Where an eligible employee takes FMLA leave, he or she has the right to return to work in his or her own, or to a substantially equivalent position. (29 CFR § 825.215)
The law is clear that merely because a position is at the same pay level as the returning employee's previous position does not in itself make the position "equivalent."
For example, in Foraker v. Apollo Group, Inc.
427 F.Supp.2d 936 (2006), the court held that where an employee returning from FMLA leave was offered a position at the same salary, benefits, and job classification as the employee held prior to taking FMLA leave, he was not returned to an "equivalent position" because the position offered did not also have the same level of responsibility, authority, status, and privileges
as the position the employee held prior to taking leave. You can read the Foraker case here: http://www.leagle.com/xmlResult.aspx?page=2&xmldoc=20061363427FSupp2d936_11293.xml&docbase=CSLWAR2-1986-2006&SizeDisp=7
The courts closely scrutinize those cases in which an employee takes FMLA leave and then, upon their return, faces any sort of adverse employment action. The burden typically falls on the employer to demonstrate that whatever adverse action they have taken does not relate to the employee's FMLA leave.
Adverse action not
relating to the FMLA absence is entirely legal, but where the cited justification for the adverse action is vague, as you have indicated is the case, it will be hard for the employer to make a case that your demotion (and potential termination) are not retaliatory in nature.
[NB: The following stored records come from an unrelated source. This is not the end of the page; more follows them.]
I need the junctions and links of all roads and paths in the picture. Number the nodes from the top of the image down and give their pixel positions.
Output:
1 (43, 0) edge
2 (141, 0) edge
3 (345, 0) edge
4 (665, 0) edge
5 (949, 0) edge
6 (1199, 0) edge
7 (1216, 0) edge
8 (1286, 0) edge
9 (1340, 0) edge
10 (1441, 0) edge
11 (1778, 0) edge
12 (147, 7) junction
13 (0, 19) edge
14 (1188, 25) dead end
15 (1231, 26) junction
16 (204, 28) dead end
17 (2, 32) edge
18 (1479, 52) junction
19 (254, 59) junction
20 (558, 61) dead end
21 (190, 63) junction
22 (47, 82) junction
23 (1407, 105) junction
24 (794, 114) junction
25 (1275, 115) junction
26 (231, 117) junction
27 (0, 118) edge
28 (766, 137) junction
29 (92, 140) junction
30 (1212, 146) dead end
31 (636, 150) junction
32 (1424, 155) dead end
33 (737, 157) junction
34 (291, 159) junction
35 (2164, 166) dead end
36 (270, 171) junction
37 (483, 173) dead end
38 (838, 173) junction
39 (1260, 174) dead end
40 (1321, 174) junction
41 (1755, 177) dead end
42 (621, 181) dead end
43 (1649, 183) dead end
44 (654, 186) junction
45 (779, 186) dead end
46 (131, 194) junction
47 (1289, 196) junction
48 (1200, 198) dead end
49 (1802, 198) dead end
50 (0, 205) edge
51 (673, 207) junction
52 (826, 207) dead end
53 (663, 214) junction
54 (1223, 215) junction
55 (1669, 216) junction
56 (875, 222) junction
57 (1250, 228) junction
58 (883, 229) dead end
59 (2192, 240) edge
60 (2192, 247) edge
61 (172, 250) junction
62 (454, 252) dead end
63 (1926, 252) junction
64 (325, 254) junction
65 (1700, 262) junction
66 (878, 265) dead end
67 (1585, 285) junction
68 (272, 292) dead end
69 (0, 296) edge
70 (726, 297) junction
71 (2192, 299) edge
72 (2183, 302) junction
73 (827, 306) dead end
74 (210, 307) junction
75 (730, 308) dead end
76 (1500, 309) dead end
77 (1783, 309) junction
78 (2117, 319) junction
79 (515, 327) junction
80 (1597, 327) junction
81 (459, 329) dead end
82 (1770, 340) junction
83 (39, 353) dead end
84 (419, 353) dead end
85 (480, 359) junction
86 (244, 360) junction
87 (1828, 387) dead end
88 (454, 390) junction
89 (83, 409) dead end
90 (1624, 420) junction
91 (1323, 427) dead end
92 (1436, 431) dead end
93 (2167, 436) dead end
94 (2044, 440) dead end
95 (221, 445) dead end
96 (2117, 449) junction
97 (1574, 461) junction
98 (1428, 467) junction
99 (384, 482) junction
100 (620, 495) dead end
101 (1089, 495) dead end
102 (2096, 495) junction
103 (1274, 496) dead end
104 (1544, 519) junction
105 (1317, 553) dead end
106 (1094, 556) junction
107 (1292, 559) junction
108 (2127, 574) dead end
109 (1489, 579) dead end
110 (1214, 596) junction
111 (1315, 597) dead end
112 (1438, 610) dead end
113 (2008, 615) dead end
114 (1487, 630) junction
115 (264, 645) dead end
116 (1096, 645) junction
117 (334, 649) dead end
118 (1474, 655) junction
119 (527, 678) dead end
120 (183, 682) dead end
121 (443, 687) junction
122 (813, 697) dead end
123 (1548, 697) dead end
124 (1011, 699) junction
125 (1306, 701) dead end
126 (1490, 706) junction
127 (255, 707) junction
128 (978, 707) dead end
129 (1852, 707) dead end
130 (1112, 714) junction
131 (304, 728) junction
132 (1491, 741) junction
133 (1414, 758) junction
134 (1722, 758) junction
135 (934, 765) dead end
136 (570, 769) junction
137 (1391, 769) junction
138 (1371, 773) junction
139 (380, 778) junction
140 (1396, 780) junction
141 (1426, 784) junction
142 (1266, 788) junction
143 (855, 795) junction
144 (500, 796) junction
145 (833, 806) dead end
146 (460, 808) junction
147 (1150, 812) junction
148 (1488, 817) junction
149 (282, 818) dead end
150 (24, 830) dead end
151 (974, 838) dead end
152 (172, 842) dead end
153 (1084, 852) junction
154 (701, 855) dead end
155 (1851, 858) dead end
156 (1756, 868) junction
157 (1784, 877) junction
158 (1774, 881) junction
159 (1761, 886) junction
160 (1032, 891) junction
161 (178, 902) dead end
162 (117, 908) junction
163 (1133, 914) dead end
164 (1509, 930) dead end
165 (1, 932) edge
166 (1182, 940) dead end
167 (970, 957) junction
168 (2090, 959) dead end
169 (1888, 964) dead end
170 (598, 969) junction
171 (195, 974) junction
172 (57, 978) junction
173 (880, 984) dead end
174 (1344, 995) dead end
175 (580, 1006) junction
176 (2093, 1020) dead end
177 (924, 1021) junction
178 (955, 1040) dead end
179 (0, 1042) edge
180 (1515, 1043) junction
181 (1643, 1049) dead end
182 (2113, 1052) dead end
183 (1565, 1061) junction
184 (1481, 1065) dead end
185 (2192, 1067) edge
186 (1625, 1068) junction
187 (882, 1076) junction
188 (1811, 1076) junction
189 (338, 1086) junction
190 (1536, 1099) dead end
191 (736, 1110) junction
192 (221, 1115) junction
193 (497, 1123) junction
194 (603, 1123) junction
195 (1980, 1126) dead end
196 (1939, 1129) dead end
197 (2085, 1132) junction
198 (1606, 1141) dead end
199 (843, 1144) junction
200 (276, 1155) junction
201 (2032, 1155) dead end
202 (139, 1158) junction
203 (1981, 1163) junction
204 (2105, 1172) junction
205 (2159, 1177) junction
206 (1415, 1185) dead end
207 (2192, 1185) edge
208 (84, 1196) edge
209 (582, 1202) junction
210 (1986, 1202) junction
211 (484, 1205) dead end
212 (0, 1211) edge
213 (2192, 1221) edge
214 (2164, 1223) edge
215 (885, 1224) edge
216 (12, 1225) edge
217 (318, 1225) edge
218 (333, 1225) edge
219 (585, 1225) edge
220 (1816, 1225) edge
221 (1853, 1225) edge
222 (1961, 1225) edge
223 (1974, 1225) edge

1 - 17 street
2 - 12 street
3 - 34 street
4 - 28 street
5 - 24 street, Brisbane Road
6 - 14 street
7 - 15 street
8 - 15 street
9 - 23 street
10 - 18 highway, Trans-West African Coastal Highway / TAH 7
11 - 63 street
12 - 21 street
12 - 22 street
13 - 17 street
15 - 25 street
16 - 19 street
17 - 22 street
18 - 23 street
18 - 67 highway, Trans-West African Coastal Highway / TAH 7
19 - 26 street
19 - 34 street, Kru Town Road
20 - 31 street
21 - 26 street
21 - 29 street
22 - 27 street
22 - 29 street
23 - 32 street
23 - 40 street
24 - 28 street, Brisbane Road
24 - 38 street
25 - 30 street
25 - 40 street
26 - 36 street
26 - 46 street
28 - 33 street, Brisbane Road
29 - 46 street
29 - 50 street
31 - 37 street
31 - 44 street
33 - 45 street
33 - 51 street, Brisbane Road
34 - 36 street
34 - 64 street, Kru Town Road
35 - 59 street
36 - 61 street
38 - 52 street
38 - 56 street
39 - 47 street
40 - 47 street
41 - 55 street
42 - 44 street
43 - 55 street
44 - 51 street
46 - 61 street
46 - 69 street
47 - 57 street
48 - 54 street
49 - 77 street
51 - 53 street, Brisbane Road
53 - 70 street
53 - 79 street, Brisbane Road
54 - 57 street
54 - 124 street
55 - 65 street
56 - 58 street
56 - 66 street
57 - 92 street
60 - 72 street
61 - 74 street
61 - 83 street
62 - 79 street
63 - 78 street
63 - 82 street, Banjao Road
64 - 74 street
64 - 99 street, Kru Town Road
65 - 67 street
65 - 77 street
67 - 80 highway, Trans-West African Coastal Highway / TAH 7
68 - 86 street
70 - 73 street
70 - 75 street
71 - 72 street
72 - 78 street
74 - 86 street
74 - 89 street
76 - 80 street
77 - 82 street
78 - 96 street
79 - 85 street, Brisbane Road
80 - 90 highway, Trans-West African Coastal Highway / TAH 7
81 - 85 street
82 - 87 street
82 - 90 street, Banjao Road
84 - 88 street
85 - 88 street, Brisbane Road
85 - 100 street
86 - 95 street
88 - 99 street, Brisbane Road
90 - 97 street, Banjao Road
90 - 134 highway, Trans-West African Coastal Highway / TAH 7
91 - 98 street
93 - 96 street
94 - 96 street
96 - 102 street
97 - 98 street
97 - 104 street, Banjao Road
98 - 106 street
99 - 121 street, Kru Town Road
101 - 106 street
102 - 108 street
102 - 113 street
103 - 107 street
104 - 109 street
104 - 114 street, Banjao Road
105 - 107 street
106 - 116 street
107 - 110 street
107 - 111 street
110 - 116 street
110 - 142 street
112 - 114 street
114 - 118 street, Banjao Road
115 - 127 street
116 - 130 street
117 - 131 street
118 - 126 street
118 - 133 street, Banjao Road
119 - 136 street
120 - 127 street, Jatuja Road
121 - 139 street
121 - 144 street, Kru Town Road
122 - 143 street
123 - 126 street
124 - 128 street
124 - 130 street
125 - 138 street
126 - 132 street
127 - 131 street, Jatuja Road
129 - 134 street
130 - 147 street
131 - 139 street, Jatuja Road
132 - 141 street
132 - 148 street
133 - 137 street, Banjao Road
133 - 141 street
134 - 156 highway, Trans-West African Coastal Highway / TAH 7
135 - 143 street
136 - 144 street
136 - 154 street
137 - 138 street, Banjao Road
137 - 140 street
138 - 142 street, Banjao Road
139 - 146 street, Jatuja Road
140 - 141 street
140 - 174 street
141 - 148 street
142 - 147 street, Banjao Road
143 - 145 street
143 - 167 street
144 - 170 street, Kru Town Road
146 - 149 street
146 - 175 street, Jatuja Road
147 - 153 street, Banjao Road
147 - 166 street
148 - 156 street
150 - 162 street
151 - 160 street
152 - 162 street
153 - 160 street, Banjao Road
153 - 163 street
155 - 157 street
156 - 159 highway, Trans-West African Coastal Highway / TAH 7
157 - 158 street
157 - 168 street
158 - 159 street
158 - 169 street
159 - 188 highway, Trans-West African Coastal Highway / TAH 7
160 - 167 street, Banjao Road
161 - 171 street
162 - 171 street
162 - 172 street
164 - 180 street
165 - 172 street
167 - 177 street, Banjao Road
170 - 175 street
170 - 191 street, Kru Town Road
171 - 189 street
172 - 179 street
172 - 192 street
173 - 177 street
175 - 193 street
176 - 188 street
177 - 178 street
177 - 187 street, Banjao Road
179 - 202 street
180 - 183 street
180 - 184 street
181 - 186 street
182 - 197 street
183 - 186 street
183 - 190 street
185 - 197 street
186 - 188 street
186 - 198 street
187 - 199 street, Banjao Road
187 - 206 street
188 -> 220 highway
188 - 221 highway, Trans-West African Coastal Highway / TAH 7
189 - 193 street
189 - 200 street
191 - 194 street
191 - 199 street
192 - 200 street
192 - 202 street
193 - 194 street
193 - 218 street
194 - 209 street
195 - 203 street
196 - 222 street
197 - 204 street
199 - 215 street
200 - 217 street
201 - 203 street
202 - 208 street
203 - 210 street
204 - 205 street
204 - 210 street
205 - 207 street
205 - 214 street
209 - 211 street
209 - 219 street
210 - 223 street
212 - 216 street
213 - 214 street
Unless your employer has a solid, well-documented basis for why it is taking this employment action against you, an individual in your circumstance may very well have a claim for retaliation pursuant to 29 CFR § 825.215, as cited above.
For attorney referrals, visit this link: http://apps.americanbar.org/legalservices/lris/directory/main.cfm?id=CA
or visit http://www.martindale.com
I particularly like Martin Dale because the site allows you to search attorneys by practice area and also provides attorney ratings.
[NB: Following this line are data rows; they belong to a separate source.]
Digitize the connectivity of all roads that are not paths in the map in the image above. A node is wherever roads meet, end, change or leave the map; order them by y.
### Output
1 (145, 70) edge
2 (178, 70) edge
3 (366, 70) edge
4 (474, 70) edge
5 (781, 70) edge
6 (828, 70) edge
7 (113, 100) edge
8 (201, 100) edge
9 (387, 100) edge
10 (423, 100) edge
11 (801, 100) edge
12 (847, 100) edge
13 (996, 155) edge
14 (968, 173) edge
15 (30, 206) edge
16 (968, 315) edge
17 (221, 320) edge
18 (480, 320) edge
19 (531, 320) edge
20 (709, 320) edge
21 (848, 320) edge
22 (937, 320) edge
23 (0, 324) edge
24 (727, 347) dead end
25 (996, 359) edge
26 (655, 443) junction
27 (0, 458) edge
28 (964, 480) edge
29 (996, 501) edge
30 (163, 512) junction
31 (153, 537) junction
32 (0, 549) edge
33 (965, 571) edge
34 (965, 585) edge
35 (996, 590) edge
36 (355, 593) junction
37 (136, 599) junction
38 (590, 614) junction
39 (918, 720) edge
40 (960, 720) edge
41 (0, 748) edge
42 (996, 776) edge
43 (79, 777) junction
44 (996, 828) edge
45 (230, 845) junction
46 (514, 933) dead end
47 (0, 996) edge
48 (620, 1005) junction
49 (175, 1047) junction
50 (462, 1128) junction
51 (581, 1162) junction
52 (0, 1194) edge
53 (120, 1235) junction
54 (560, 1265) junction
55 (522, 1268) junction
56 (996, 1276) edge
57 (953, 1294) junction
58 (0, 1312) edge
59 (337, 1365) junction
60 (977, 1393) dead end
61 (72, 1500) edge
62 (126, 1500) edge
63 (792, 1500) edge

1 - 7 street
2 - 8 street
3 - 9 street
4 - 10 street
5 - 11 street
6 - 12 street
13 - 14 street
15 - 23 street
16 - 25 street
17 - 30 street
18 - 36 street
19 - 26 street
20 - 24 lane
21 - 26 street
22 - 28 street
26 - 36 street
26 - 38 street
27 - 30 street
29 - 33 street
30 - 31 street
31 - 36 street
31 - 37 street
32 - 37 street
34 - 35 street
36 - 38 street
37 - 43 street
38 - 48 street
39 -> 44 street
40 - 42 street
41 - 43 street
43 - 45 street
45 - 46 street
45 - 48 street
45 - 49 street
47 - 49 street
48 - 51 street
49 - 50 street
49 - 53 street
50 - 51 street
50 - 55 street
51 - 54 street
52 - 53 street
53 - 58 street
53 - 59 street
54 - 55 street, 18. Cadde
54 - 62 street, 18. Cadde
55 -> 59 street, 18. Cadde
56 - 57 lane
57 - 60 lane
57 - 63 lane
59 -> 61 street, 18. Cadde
When you contact the attorneys, ask if they offer free consultations. Most should, and this way you can get at least some feel for the attorney's expertise and enthusiasm for your particular case before you commit. Also, you will probably want an attorney who is willing to take your case on a contingency fee basis
--this means that you won't have to pay for their services until you win, and if you don't win, you won't have to pay them any attorney fee.
Again, I am terribly sorry to hear about your health problems and the difficulties you are now facing at work. I sincerely XXXXX XXXXX this information helps you and I wish you the best.